EXERCISE PROMPT: Report the lines of the data below that contain the string "this".

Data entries
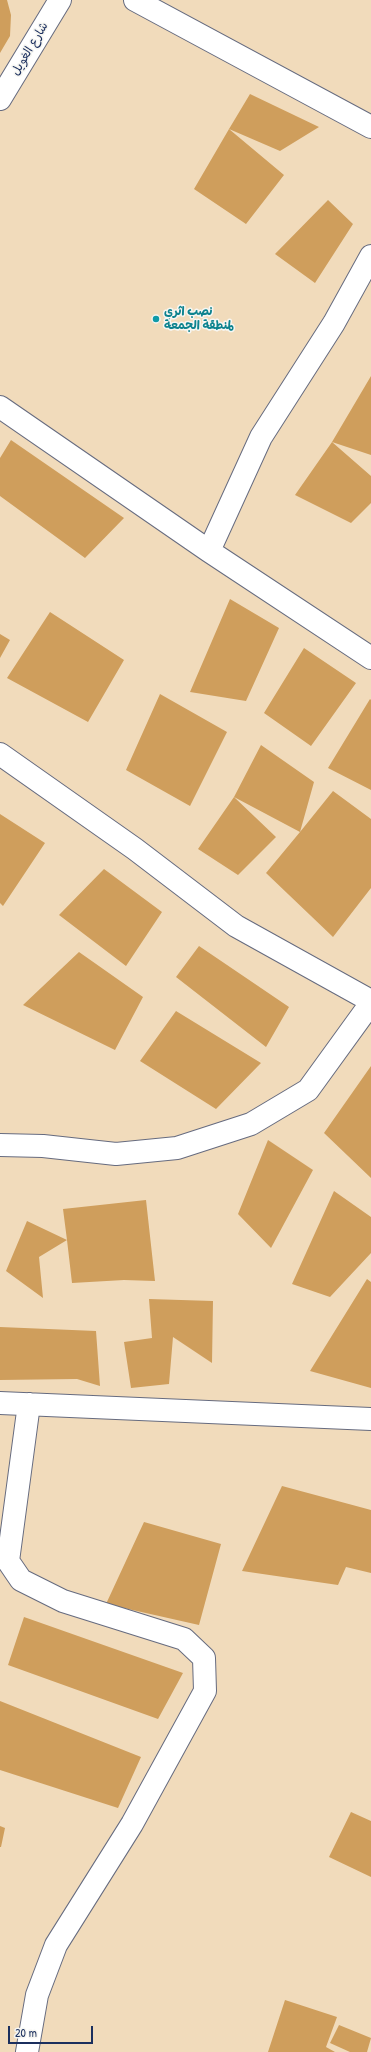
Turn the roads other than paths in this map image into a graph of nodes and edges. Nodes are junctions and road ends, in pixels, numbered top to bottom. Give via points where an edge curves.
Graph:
1 (60, 0) edge
2 (135, 0) edge
3 (0, 99) edge
4 (371, 127) edge
5 (371, 256) edge
6 (0, 407) edge
7 (209, 551) junction
8 (371, 658) edge
9 (0, 754) edge
10 (371, 1002) edge
11 (0, 1145) edge
12 (0, 1403) edge
13 (29, 1404) junction
14 (371, 1419) edge
15 (27, 2052) edge

1 - 3 street, شارع الغويل
2 - 4 street
5 - 7 street via 334,323 261,437
6 - 7 street
7 - 8 street
9 - 10 street via 135,848 236,926
10 - 11 street via 308,1090 251,1124 177,1148 116,1154 43,1146
12 - 13 street
13 - 14 street
13 - 15 street via 8,1561 21,1580 63,1601 184,1639 204,1658 205,1692 132,1824 56,1945 37,1995

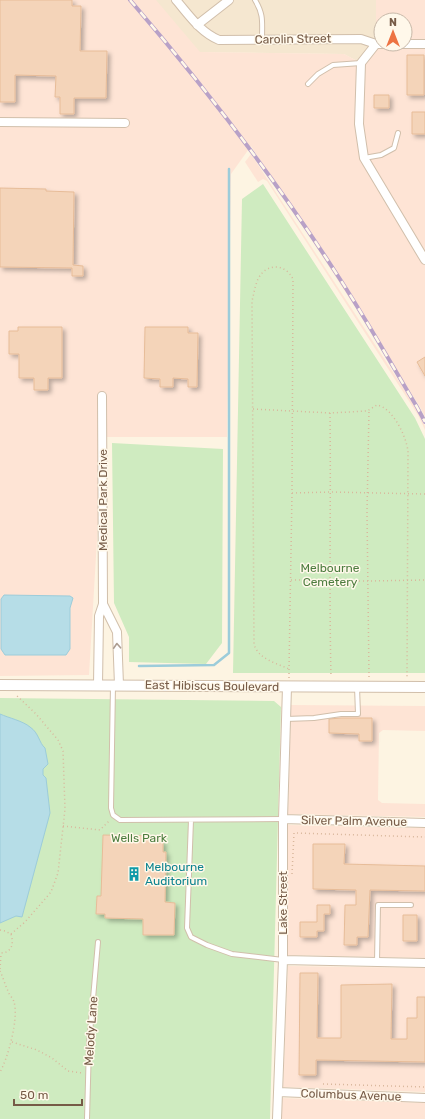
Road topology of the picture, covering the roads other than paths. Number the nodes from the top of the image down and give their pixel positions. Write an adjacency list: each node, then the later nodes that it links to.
1 (176, 0): 4 (street, Carolin Street)
2 (229, 0): 4 (street)
3 (255, 0): 5 (lane)
4 (198, 25): 5 (street, Carolin Street)
5 (262, 40): 6 (street, Carolin Street)
6 (373, 43)
7 (413, 44): 8 (street, Carolin Street)
8 (425, 44)
9 (373, 48): 10 (street)
10 (361, 63): 11 (lane); 15 (street)
11 (308, 84)
12 (0, 122): 13 (street)
13 (124, 123)
14 (398, 133): 15 (lane)
15 (364, 158): 16 (street)
16 (425, 260)
17 (102, 396): 18 (street, Medical Park Drive)
18 (103, 604): 20 (street, Medical Park Drive); 21 (street, Medical Park Drive, one-way to 18)
19 (2, 685): 20 (street, East Hibiscus Boulevard)
20 (98, 685): 21 (street, East Hibiscus Boulevard)
21 (116, 685): 22 (street, East Hibiscus Boulevard); 27 (lane)
22 (288, 687): 23 (street, East Hibiscus Boulevard); 25 (street, Lake Street)
23 (357, 687): 24 (street, East Hibiscus Boulevard); 25 (lane)
24 (425, 687)
25 (286, 719): 26 (street, Lake Street)
26 (283, 819): 27 (lane); 28 (street, Silver Palm Avenue); 31 (street, Lake Street)
27 (191, 820): 31 (lane)
28 (425, 823)
29 (411, 905): 32 (lane)
30 (98, 942): 36 (lane, Melody Lane)
31 (283, 960): 32 (street); 34 (street, Lake Street)
32 (377, 962): 33 (street)
33 (425, 963)
34 (278, 1092): 35 (street, Columbus Avenue); 37 (street, Lake Street)
35 (425, 1098)
36 (87, 1119)
37 (277, 1119)

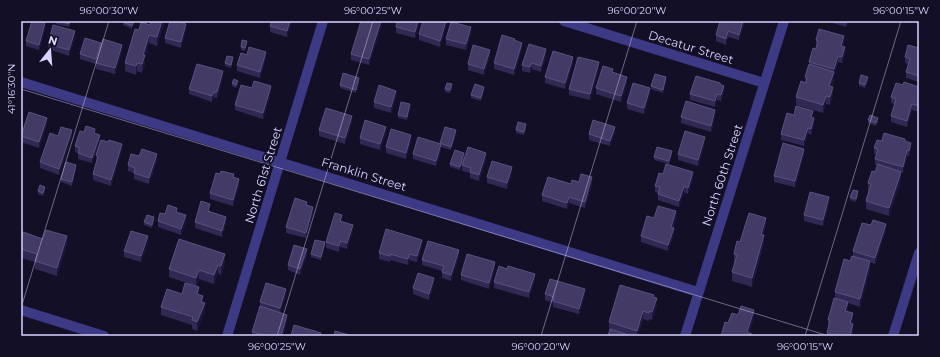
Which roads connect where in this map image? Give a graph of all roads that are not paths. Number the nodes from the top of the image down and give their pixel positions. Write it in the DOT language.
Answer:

RESPONSE TO THE TASK:
Turn the roads other than paths in this map image into a graph of nodes and edges. Nodes are junctions and road ends, in pixels, numbered top to bottom. Give via points where an edge curves.
Which roads connect where in this map image? Give a graph of all roads that are not paths. Number the nodes from the top of the image down and give their pixel positions. Write it in the DOT language.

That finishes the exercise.